Over mij

Mijn foto
De Brabant-Collectie is in 1837 in 's-Hertogenbosch opgericht door het Provinciaal Genootschap van Kunsten en Wetenschappen in Noord-Brabant en wordt sinds 1986 beheerd door de bibliotheek van de Universiteit van Tilburg

maandag 31 augustus 2020

(Bio)grafische bijzonderheden: Hultman en de Physionotrace

Op 15 april 1820 hield notaris Jan F.M. Ganderheyden (1787-1851) voor de Bossche afdeling van de Maatschappij tot Nut van ’t Algemeen een toespraak. Deze werd gehouden ter nagedachtenis van Carl Gerard Hultman (1752-1820) die op 7 maart was overleden. Hultman was een veelzijdig man die in verschillende delen van het land en op uiteenlopende posities zijn sporen had verdiend. Hoewel zijn naam tegenwoordig weinigen bekend in de oren zal klinken, was het in zijn tijd toch een man van naam en faam. Wij kunnen een goed beeld van hem krijgen dankzij de toespraak van Ganderheyden die door de Bossche drukker en uitgever Hendrik Palier (1785-1853) in 1820 werd uitgebracht. Hultman werd in 1814 aangesteld als de eerste Commissaris van de Koning (‘Gouverneur’) van de nieuwe provincie Noord-Brabant. Dat deze niet-Brabander het hoogste ambt ging bekleden in de provincie waar katholieken en protestanten opnieuw moesten uitvinden hoe ze zich tot elkaar moesten verhouden, lijkt een ‘polder-oplossing’ avant la lettre. Hij heeft zich in die eerste jaren van Noord-Brabant vooral beziggehouden met de inrichting van het lokale en provinciale bestuur. In 1819 ging echter zijn gezondheid achteruit en in januari 1820 werd hij eervol uit zijn ambt ontslagen. Twee maanden later overleed Hultman. Bij leven was Hultman een verwoed verzamelaar van (post)incunabelen. Diverse door Hultman met de hand geschreven bronnen, maar ook gedrukte publicaties uit zijn tijd als gouverneur bevinden zich in de bibliotheek van Tilburg University.

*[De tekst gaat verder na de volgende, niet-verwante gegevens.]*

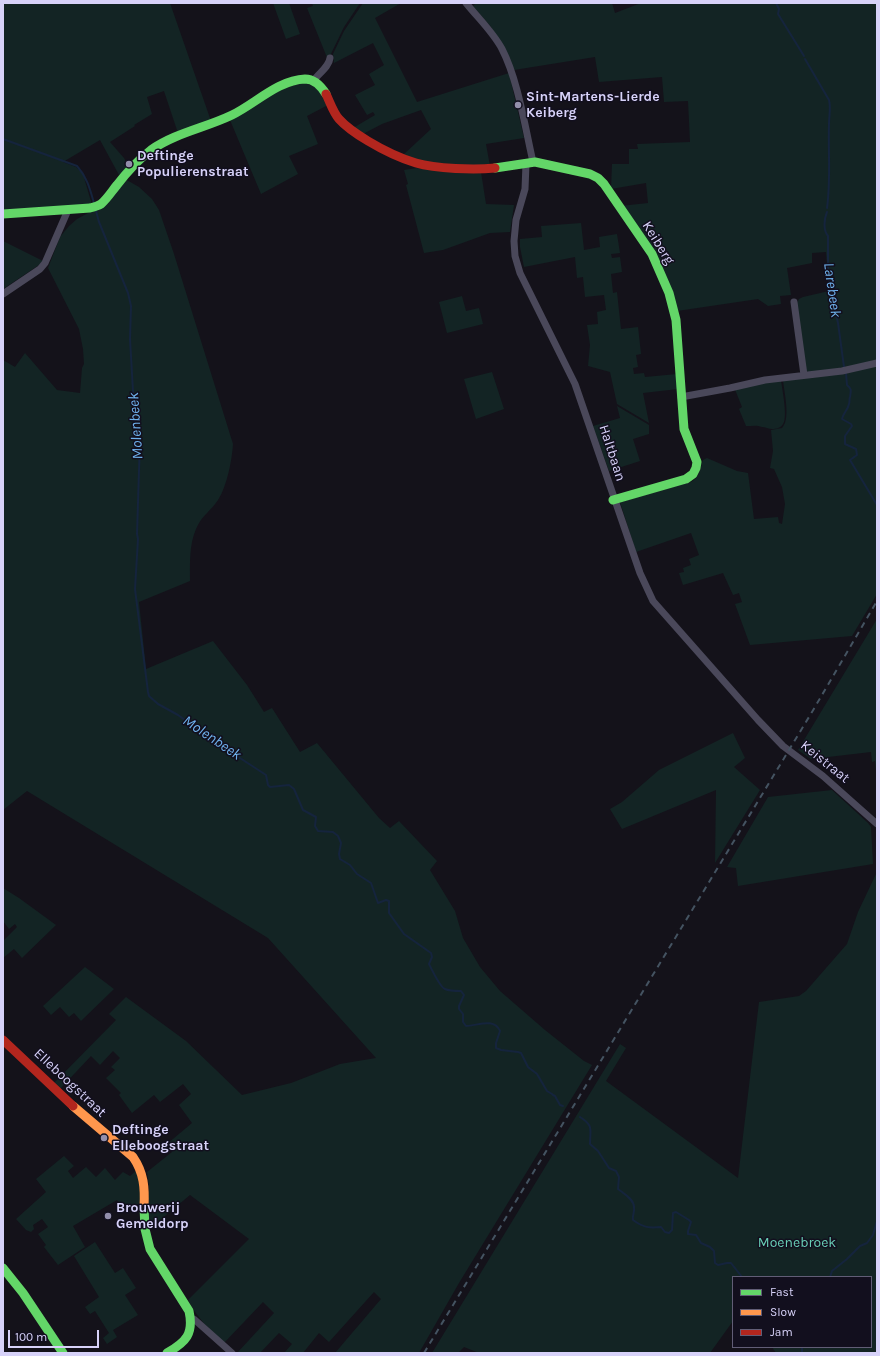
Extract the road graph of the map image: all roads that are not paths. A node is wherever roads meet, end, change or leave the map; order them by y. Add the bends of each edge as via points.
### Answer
1 (466, 3) edge
2 (330, 58) dead end
3 (314, 80) junction
4 (529, 163) junction
5 (68, 210) junction
6 (3, 214) edge
7 (3, 294) edge
8 (794, 302) dead end
9 (877, 363) edge
10 (804, 375) junction
11 (681, 397) junction
12 (613, 500) junction
13 (758, 720) joint
14 (877, 824) edge
15 (3, 1040) edge
16 (3, 1268) edge
17 (191, 1318) junction
18 (63, 1353) edge
19 (167, 1353) edge
20 (232, 1353) edge

1 - 4 street, Haltbaan via 494,36 512,72
2 - 3 street via 329,63
3 - 4 street via 320,85 338,117 348,128 404,159 426,165 478,169
3 - 5 street via 306,79 284,85 233,115 163,142 134,164 100,205
4 - 11 street, Keiberg via 578,171 600,179 652,254 674,311
4 - 12 street, Haltbaan via 516,220 515,256 520,273 575,384
5 - 6 street
5 - 7 street via 45,264
8 - 10 street
9 - 10 street via 842,371
10 - 11 street
11 - 12 street, Keiberg via 685,436 697,456 693,476
12 - 13 street, Haltbaan via 653,601
13 - 14 street, Keistraat via 783,746 823,776
15 - 17 street, Elleboogstraat via 60,1095 137,1161 142,1170 145,1186 144,1233 152,1253
16 - 18 street
17 - 19 street via 190,1330 185,1340
17 - 20 street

Een postuum (fictief) portret van Hultman hangt in de zaal van Gedeputeerde Staten van het Provinciehuis in ’s-Hertogenbosch. Een eigentijds portret treffen we aan op de titelpagina van de publicatie van de toespraak van Ganderheyden. Deze pagina is, net als een geïsoleerd portret van Hultman, opgenomen in de Topografisch Historische Atlas van de Brabant-Collectie die via BCFinder te raadplegen is (vindplaatsen: P / H 91 (2) en P / H 91 (1)). Voor deze portretten is een bijzondere grafische techniek gebruikt waar de rest van dit blog over gaat: de physionotrace (= gelaatstekenaar). Hoe gaat deze techniek in zijn werk en waar komt ze vandaan?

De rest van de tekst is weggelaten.